--- WORK REQUIRED ---
Each entry in this listing needs to be written out again, word for word.

--- RECORDS TO PROCESS ---
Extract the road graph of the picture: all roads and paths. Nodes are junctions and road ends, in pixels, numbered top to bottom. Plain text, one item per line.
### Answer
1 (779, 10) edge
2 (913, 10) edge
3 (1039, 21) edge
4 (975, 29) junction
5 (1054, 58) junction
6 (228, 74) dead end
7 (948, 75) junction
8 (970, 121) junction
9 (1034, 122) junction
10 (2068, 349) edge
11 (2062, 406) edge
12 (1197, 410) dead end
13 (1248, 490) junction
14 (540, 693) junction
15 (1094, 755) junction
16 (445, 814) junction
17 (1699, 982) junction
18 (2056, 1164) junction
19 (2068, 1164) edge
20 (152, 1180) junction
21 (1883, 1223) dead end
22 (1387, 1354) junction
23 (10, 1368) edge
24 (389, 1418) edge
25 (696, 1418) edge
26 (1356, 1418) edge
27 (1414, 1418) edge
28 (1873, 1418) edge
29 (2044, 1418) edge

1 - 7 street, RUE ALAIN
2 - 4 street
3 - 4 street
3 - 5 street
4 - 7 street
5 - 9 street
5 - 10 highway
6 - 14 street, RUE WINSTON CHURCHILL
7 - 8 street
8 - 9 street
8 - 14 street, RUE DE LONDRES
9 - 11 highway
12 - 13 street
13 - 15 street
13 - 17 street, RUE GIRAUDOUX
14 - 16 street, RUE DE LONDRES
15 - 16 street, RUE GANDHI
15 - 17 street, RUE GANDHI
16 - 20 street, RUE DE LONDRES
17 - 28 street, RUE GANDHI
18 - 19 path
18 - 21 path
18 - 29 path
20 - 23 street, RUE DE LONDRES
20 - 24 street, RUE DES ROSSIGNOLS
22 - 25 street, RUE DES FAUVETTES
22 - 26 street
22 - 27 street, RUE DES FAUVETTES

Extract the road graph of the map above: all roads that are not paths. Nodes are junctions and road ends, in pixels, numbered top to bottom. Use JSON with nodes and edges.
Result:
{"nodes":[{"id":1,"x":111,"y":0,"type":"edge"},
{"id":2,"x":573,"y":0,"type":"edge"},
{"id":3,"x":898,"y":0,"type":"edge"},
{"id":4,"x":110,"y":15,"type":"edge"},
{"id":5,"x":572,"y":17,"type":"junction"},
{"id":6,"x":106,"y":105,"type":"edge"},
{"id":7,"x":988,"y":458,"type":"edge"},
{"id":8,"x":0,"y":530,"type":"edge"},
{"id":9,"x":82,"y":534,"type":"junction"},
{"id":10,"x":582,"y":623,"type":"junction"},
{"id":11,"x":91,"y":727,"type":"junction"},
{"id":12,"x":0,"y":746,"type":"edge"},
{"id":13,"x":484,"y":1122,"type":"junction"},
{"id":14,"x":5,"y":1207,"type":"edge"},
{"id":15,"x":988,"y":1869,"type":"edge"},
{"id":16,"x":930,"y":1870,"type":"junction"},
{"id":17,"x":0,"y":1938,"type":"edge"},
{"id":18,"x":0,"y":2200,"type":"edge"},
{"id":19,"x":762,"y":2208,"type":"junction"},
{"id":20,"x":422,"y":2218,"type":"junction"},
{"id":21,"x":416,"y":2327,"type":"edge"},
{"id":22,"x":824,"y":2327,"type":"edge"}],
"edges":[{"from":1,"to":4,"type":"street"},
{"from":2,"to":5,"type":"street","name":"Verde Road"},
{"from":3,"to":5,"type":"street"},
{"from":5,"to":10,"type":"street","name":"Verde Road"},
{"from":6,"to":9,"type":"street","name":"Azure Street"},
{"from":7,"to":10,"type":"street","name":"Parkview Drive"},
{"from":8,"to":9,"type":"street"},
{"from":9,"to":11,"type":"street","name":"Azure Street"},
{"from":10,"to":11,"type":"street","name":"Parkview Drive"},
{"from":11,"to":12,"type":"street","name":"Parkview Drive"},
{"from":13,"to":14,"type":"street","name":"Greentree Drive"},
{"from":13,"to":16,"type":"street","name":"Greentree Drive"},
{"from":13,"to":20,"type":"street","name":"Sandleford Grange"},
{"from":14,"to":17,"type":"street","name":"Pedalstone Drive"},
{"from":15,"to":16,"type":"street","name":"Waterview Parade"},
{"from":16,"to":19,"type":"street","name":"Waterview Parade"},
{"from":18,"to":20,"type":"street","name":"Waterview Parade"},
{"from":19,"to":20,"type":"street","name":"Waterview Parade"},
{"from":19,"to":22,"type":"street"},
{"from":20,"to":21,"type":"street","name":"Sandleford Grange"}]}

--- THE COMPLETED TASK ---
Extract the road graph of the picture: all roads and paths. Nodes are junctions and road ends, in pixels, numbered top to bottom. Plain text, one item per line.
### Answer
1 (779, 10) edge
2 (913, 10) edge
3 (1039, 21) edge
4 (975, 29) junction
5 (1054, 58) junction
6 (228, 74) dead end
7 (948, 75) junction
8 (970, 121) junction
9 (1034, 122) junction
10 (2068, 349) edge
11 (2062, 406) edge
12 (1197, 410) dead end
13 (1248, 490) junction
14 (540, 693) junction
15 (1094, 755) junction
16 (445, 814) junction
17 (1699, 982) junction
18 (2056, 1164) junction
19 (2068, 1164) edge
20 (152, 1180) junction
21 (1883, 1223) dead end
22 (1387, 1354) junction
23 (10, 1368) edge
24 (389, 1418) edge
25 (696, 1418) edge
26 (1356, 1418) edge
27 (1414, 1418) edge
28 (1873, 1418) edge
29 (2044, 1418) edge

1 - 7 street, RUE ALAIN
2 - 4 street
3 - 4 street
3 - 5 street
4 - 7 street
5 - 9 street
5 - 10 highway
6 - 14 street, RUE WINSTON CHURCHILL
7 - 8 street
8 - 9 street
8 - 14 street, RUE DE LONDRES
9 - 11 highway
12 - 13 street
13 - 15 street
13 - 17 street, RUE GIRAUDOUX
14 - 16 street, RUE DE LONDRES
15 - 16 street, RUE GANDHI
15 - 17 street, RUE GANDHI
16 - 20 street, RUE DE LONDRES
17 - 28 street, RUE GANDHI
18 - 19 path
18 - 21 path
18 - 29 path
20 - 23 street, RUE DE LONDRES
20 - 24 street, RUE DES ROSSIGNOLS
22 - 25 street, RUE DES FAUVETTES
22 - 26 street
22 - 27 street, RUE DES FAUVETTES

Extract the road graph of the map above: all roads that are not paths. Nodes are junctions and road ends, in pixels, numbered top to bottom. Use JSON with nodes and edges.
Result:
{"nodes":[{"id":1,"x":111,"y":0,"type":"edge"},
{"id":2,"x":573,"y":0,"type":"edge"},
{"id":3,"x":898,"y":0,"type":"edge"},
{"id":4,"x":110,"y":15,"type":"edge"},
{"id":5,"x":572,"y":17,"type":"junction"},
{"id":6,"x":106,"y":105,"type":"edge"},
{"id":7,"x":988,"y":458,"type":"edge"},
{"id":8,"x":0,"y":530,"type":"edge"},
{"id":9,"x":82,"y":534,"type":"junction"},
{"id":10,"x":582,"y":623,"type":"junction"},
{"id":11,"x":91,"y":727,"type":"junction"},
{"id":12,"x":0,"y":746,"type":"edge"},
{"id":13,"x":484,"y":1122,"type":"junction"},
{"id":14,"x":5,"y":1207,"type":"edge"},
{"id":15,"x":988,"y":1869,"type":"edge"},
{"id":16,"x":930,"y":1870,"type":"junction"},
{"id":17,"x":0,"y":1938,"type":"edge"},
{"id":18,"x":0,"y":2200,"type":"edge"},
{"id":19,"x":762,"y":2208,"type":"junction"},
{"id":20,"x":422,"y":2218,"type":"junction"},
{"id":21,"x":416,"y":2327,"type":"edge"},
{"id":22,"x":824,"y":2327,"type":"edge"}],
"edges":[{"from":1,"to":4,"type":"street"},
{"from":2,"to":5,"type":"street","name":"Verde Road"},
{"from":3,"to":5,"type":"street"},
{"from":5,"to":10,"type":"street","name":"Verde Road"},
{"from":6,"to":9,"type":"street","name":"Azure Street"},
{"from":7,"to":10,"type":"street","name":"Parkview Drive"},
{"from":8,"to":9,"type":"street"},
{"from":9,"to":11,"type":"street","name":"Azure Street"},
{"from":10,"to":11,"type":"street","name":"Parkview Drive"},
{"from":11,"to":12,"type":"street","name":"Parkview Drive"},
{"from":13,"to":14,"type":"street","name":"Greentree Drive"},
{"from":13,"to":16,"type":"street","name":"Greentree Drive"},
{"from":13,"to":20,"type":"street","name":"Sandleford Grange"},
{"from":14,"to":17,"type":"street","name":"Pedalstone Drive"},
{"from":15,"to":16,"type":"street","name":"Waterview Parade"},
{"from":16,"to":19,"type":"street","name":"Waterview Parade"},
{"from":18,"to":20,"type":"street","name":"Waterview Parade"},
{"from":19,"to":20,"type":"street","name":"Waterview Parade"},
{"from":19,"to":22,"type":"street"},
{"from":20,"to":21,"type":"street","name":"Sandleford Grange"}]}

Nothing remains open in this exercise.